O modelo tradicional de produção de aves está perdendo o seu espaço. As galinhas criadas sem gaiolas, felizmente, retratam uma realidade cada vez mais presente nas granjas brasileiras.

Esse é o sistema de produção cage-free, que dispensa e abomina qualquer tipo de confinamento em gaiolas, respeitando as condições de bem-estar animal. Neste modelo, as galinhas criadas sem gaiolas podem agir naturalmente. Os alojamentos devem estar disponíveis a todas as aves para mantê-las secas e protegidas de predadores ou do clima adverso.

O nicho de mercado para a produção de galinhas criadas sem gaiolas é favorável e está em expansão, visto que os consumidores estão ficando mais exigentes com relação a escolha de mercadorias provenientes de criações com bem-estar animal. Além deles, ONG’s e grandes redes de restaurantes estão direcionando o foco para produtos gerados com empatia e um manejo mais responsável.

Gigantes como McDonald’s, Burger King e Giraffas anunciaram que a partir de 2025 usarão somente mercadorias de granjas que utilizem o sistema cage-free. No início deste ano a Aurora Alimentos, também se colocou a favor do fim do engaiolamento das aves. A empresa irá usar, em até sete anos, somente ovos de galinhas criadas sem gaiolas.

O movimento ainda é tímido no Brasil comparado a outros lugares, como a Europa, mas já está se estruturando. Na França, por exemplo, a venda de ovos frescos produzidos por aves do sistema tradicional será proibida a partir de 2022, conforme anunciou o governo deste país no último domingo (25). A partir desta data será possível apenas a compra de ovos de galinhas criadas sem gaiolas. Lá, algumas redes de supermercados já se anteciparam e estão vendendo apenas produtos gerados no sistema cage-free. Por aqui, um dos obstáculos para a propagação do modelo de criação responsável está, segundo especialistas, no custo de produção mais alto em comparação ao tradicional.

Galinhas criadas sem gaiolas são o futuro

bem-estar animal: cage freeA Humane Society International (HSI) é uma organização que trabalha pelo fim da criação de galinhas em gaiolas. Segundo a HSI, mais de 50 empresas brasileiras já anunciaram o fim, antes ou a partir de 2025, de ovos provenientes destas estruturas.

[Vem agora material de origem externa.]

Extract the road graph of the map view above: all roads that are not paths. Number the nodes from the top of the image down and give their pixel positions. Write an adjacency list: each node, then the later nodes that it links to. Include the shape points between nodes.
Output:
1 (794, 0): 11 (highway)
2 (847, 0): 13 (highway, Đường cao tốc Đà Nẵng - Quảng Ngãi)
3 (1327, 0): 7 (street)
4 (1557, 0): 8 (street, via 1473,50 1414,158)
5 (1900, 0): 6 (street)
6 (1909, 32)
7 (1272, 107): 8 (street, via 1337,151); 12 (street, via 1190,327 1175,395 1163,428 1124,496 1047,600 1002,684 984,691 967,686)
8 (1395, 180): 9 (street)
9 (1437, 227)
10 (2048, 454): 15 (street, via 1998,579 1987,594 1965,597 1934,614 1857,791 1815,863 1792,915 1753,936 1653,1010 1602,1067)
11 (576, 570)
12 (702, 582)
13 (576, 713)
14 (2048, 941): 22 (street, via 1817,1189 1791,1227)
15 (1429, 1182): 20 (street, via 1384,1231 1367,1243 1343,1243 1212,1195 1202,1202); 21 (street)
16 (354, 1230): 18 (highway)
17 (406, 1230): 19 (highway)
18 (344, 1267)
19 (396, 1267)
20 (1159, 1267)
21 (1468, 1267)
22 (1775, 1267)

A especialista em comportamento e bem-estar animal da organização, Maria Fernanda Martin Guimarães, afirma que as aves confinadas não expressam os seus comportamentos naturais. Para ela, o futuro da produção de ovos é a partir do sistema cage-free, livre de gaiolas. Nós, da Certified Humane, acreditamos neste mesmo cenário. Sem dúvida, o respeito ao bem-estar dos animais deve vir sempre em primeiro lugar.

As galinhas criadas sem gaiolas podem circular livremente pelo ambiente externo sem que sejam aprisionadas. Outros itens, como o acesso a água e comida sem gerar competição indevida e um ambiente favorável ao comportamento natural das aves também devem ser considerados. Essa liberdade, que dá às aves um maior bem-estar, é um estímulo para que o modelo comece a ganhar uma maior visibilidade dos granjeiros.

O novo modelo ainda é recente. Felizmente, o cenário está mudando, ainda que timidamente. A criação de galinhas longe de gaiolas gera o bem-estar animal para as aves, que merecem respeito, e significa uma sensação de “dever cumprido” para os granjeiros, com práticas mais naturais de produção.